Detroit Citizens' Street Ry Co. v. Detroit Ry., 171 U.S. 48 (1898)
U.S. Supreme CourtDetroit Citizens' Street Ry Co. v. Detroit Ry., 171 U.S. 48 (1898)
Detroit Citizens' Street Railway Company v. Detroit Railway
Argued April 26-27, 1898
Decided May 23, 1898
171 U.S. 48
At the time when the plaintiff in error received from the City of Detroit exclusive authority to construct and operate its railways in that city, the Common Council of Detroit had no power, either inherent or derived from the legislature to confer an exclusive privilege thereto.
The plaintiff in error is a Street railway company of the State of Michigan, organized for the purpose of owning and operating lines in the City of Detroit, and is the successor in interest of a similar corporation named the Detroit City Railway. The rights asserted by it arise from an ordinance of the Common Council of that city passed on November 24, 1862. This provided that the Detroit City Railway was
"exclusively authorized to construct and operate railways as herein provided on and through [certain specified Streets], and through such other Streets and Avenues in said city as may from time to time be fixed and determined by vote of the Common Council of the said City of Detroit and assented to in writing by said corporation. . . . And provided the corporation does not assent in writing, within thirty days after the passage of said resolution of the council ordering the formation of new routes, then the Common Council may give the privilege to any other company to build such route."

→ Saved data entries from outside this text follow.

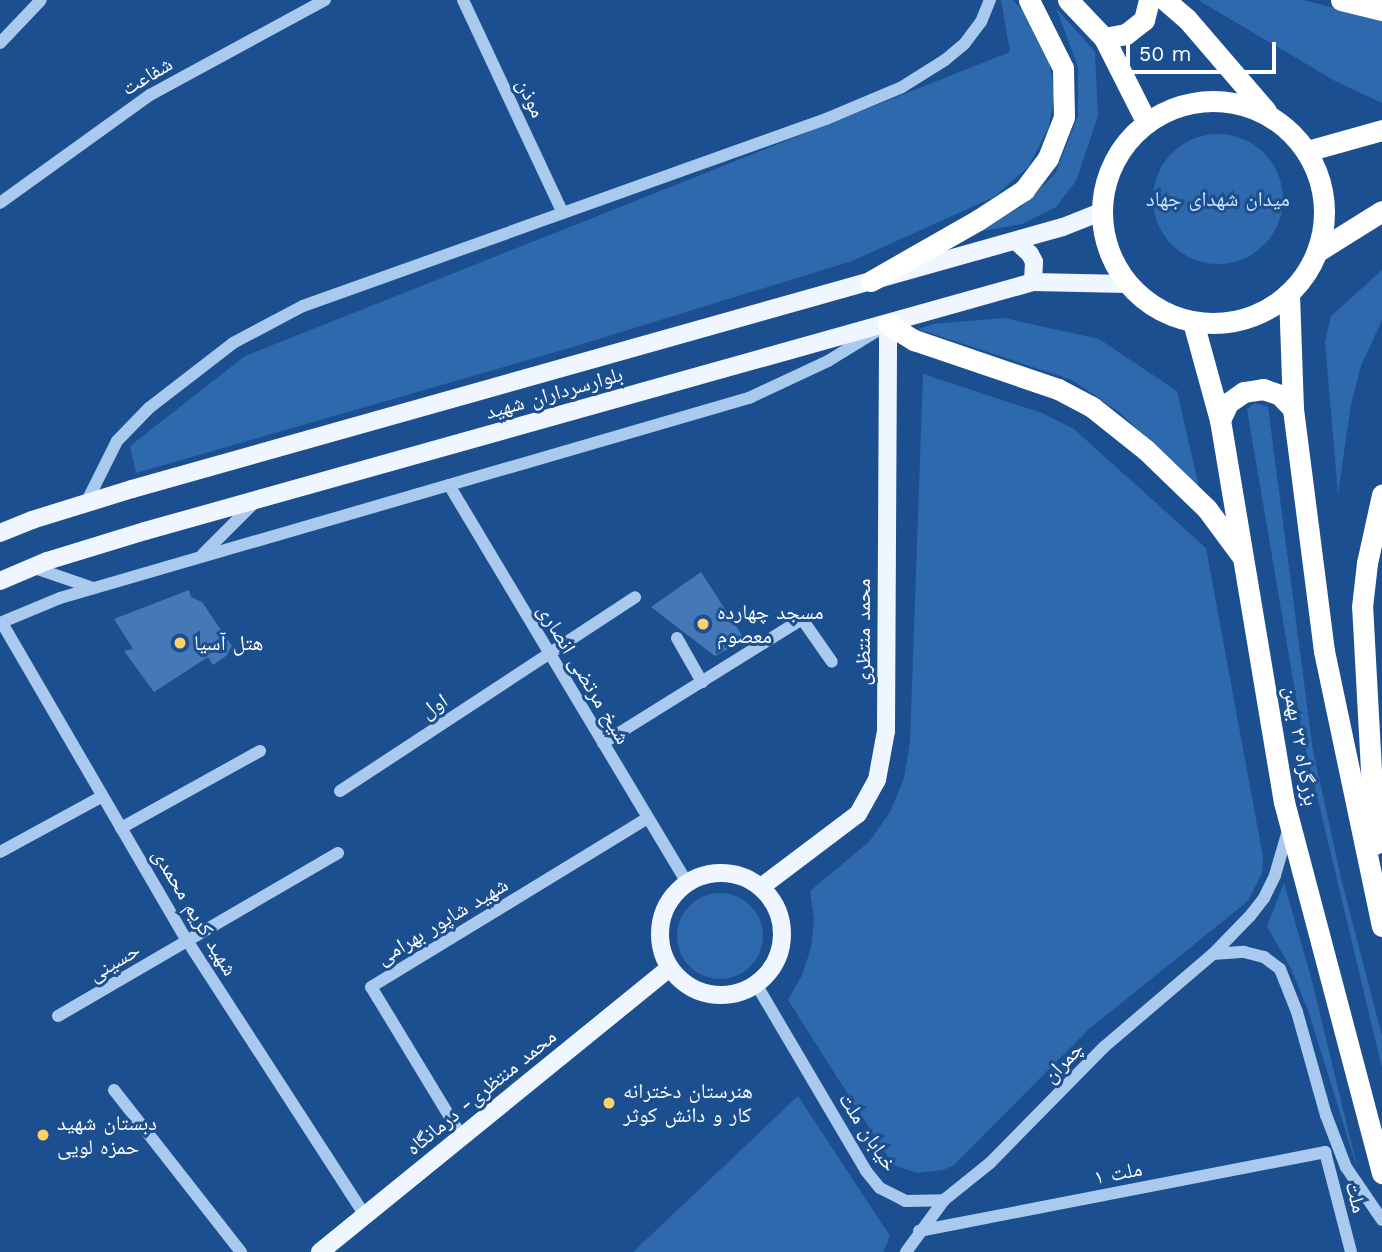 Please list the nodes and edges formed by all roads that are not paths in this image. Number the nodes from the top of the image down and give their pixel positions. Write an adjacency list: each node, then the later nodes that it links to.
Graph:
1 (41, 0): 12 (street)
2 (326, 0): 17 (street, شفاعت)
3 (463, 0): 20 (street, موذن)
4 (990, 0): 20 (street)
5 (1029, 0): 23 (highway)
6 (1068, 0): 11 (highway)
7 (1149, 0): 11 (highway)
8 (1165, 0): 13 (highway)
9 (1341, 0): 10 (highway)
10 (1382, 10)
11 (1104, 38): 14 (highway)
12 (0, 43)
13 (1269, 115): 14 (highway); 16 (highway)
14 (1147, 122): 19 (highway)
15 (1382, 130): 16 (highway)
16 (1307, 151): 22 (highway)
17 (0, 203)
18 (1382, 211): 22 (highway)
19 (1101, 212): 21 (main road, بلوارسرداران شهید); 25 (highway)
20 (564, 213): 34 (street)
21 (1016, 241): 23 (main road, بلوارسرداران شهید); 24 (main road)
22 (1318, 251): 26 (highway)
23 (871, 281): 34 (main road, بلوارسرداران شهید)
24 (1033, 282): 25 (main road, بلوارسرداران شهید); 28 (main road, بلوارسرداران شهید)
25 (1127, 284): 27 (highway)
26 (1289, 294): 27 (highway); 29 (highway, بزرگراه ۲۲ بهمن)
27 (1193, 322): 30 (highway, بزرگراه ۲۲ بهمن)
28 (888, 324): 31 (street); 33 (main road, بلوارسرداران شهید); 37 (highway); 57 (main road, محمد منتظری)
29 (1293, 409): 30 (highway); 58 (highway, بزرگراه ۲۲ بهمن)
30 (1220, 420): 37 (highway, بزرگراه ۲۲ بهمن)
31 (449, 485): 36 (street); 44 (street, شیخ مرتضی انصاری)
32 (1382, 495): 58 (highway)
33 (258, 499): 36 (street); 38 (main road, بلوارسرداران شهید)
34 (86, 503): 35 (main road, بلوارسرداران شهید)
35 (0, 533)
36 (201, 557): 40 (street)
37 (1245, 561): 52 (highway, بزرگراه ۲۲ بهمن)
38 (32, 567): 39 (main road, بلوارسرداران شهید); 40 (street)
39 (0, 581)
40 (93, 588): 42 (street)
41 (635, 597): 44 (street, اول)
42 (1, 623): 50 (street, شهید کریم محمدی)
43 (677, 638): 46 (street)
44 (549, 653): 47 (street, شیخ مرتضی انصاری); 49 (street, اول)
45 (832, 662): 46 (street)
46 (702, 682): 47 (street)
47 (603, 743): 51 (street, شیخ مرتضی انصاری)
48 (260, 751): 53 (street)
49 (340, 791)
50 (102, 797): 53 (street, شهید کریم محمدی); 54 (street)
51 (648, 818): 56 (street, شیخ مرتضی انصاری); 65 (street, شهید شاپور بهرامی)
52 (1290, 824): 60 (street, چمران); 67 (highway, بزرگراه ۲۲ بهمن)
53 (121, 828): 59 (street, شهید کریم محمدی)
54 (0, 852)
55 (338, 853): 59 (street, حسینی)
56 (687, 883): 57 (main road); 61 (main road)
57 (761, 887): 62 (main road)
58 (1381, 923)
59 (188, 942): 63 (street, حسینی); 69 (street, شهید کریم محمدی)
60 (1213, 954): 68 (street, چمران); 70 (street)
61 (670, 968): 62 (main road); 65 (main road, محمد منتظری- درمانگاه)
62 (756, 984): 68 (street, خیابان ملت)
63 (58, 1016)
64 (114, 1090): 72 (street)
65 (462, 1137): 69 (main road, محمد منتظری- درمانگاه)
66 (1325, 1152): 71 (street, ملت ۱); 75 (street, ملت)
67 (1382, 1173)
68 (944, 1200): 71 (street)
69 (365, 1216): 73 (main road, محمد منتظری- درمانگاه)
70 (1382, 1220)
71 (919, 1231): 74 (street)
72 (241, 1252)
73 (320, 1252)
74 (906, 1252)
75 (1351, 1252) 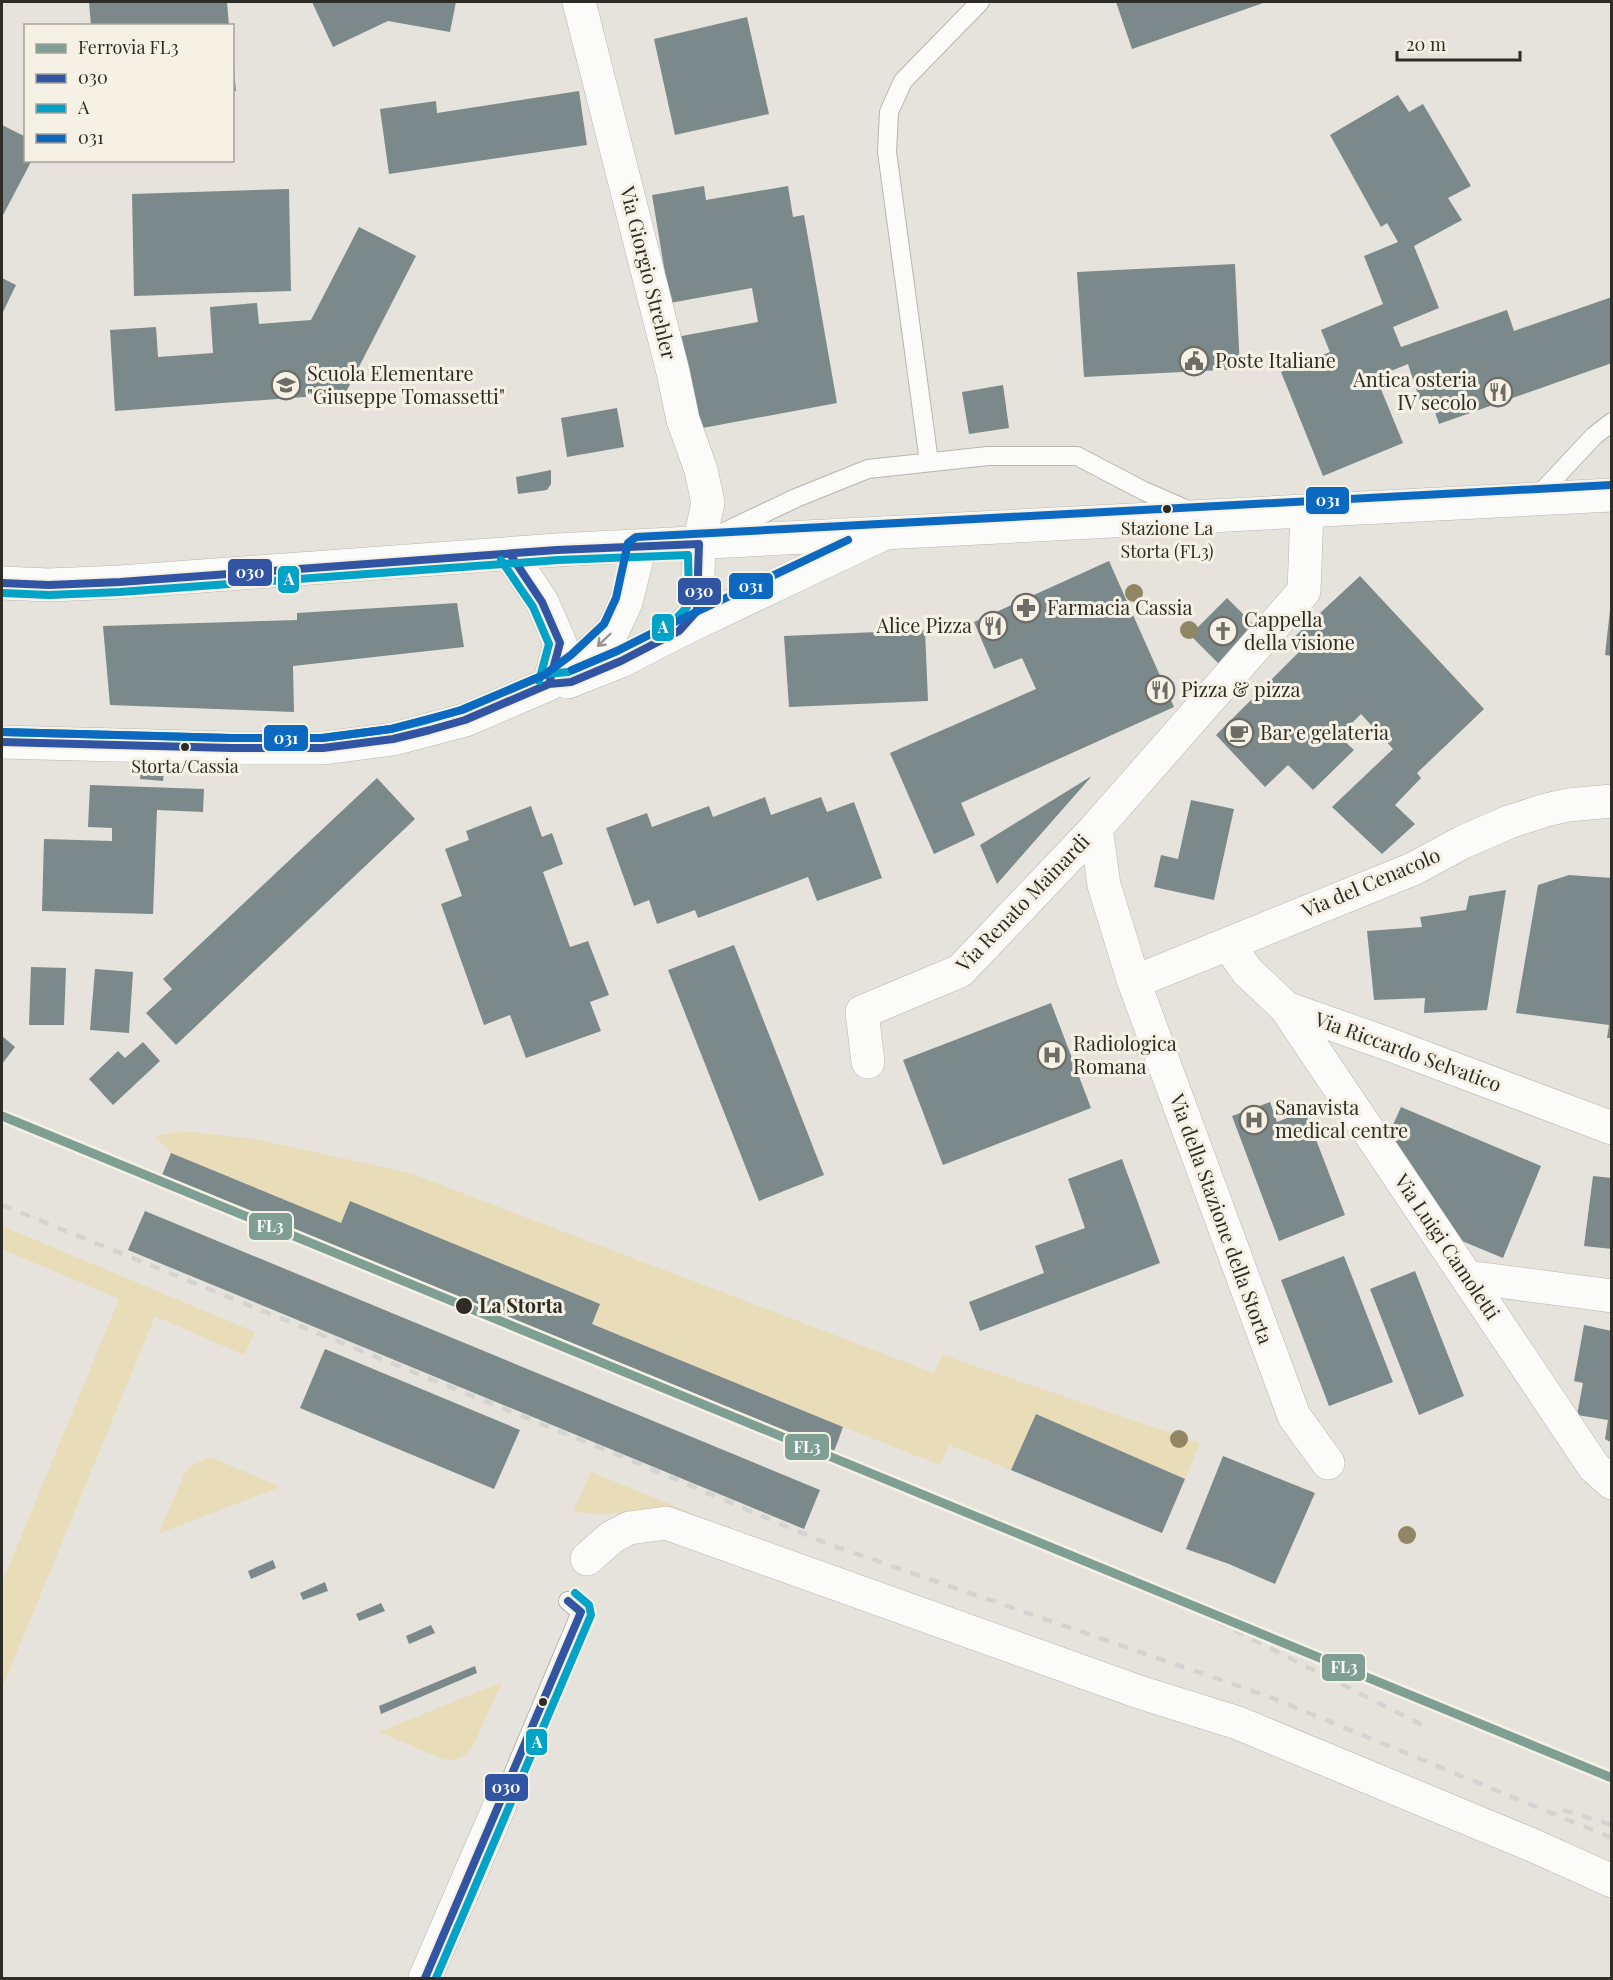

The ordinance provided also that "the powers and privileges conferred by the provision of this ordinance shall be limited to thirty years from and after the date of its passage."
Section 2 of the ordinance is only necessary to be quoted, and it is inserted in the margin. [Footnote 1]
There is also inserted in the margin sections 33 and 34 of the Tram-Railway Act. [Footnote 2]
By an ordinance passed November 14, 1879, it was provided further that
"the powers and privileges conferred and obligations imposed on the Detroit City Railway Company by the ordinance passed November 24, 1862, and the amendments
thereto, are hereby extended and limited to thirty years from this date."
On November 20, 1894, the Common Council passed an ordinance granting to several third parties the right to construct street railways upon portions of certain streets upon which the plaintiff in error was maintaining and operating street railways, and also the right to construct, maintain, and operate railways on certain other streets, alleys, and public places in the City of Detroit without giving to plaintiff in error the opportunity to decide whether it would construct the same. The present suit was brought in the Circuit Court for the County of Wayne and State of Michigan, to enjoin the grantees named in the latter ordinance, and also the city, from acting thereunder, upon the ground that it impaired the contract between the city and the plaintiff in error arising from the ordinances first aforesaid. The bill was dismissed, and, on appeal to the supreme court of the state, the decree of dismissal was affirmed. From that decree the present writ of error has been duly prosecuted to this Court.
There are five assignments of error. They present the contention that the grant to the plaintiff in error was a contract within the protection of the provision of the Constitution of the United States which prohibits any state from passing any law impairing the obligation of a contract, and that the subsequent grant to the defendant in error, the Detroit Railway, was a violation and an impairment of the obligation of that contract.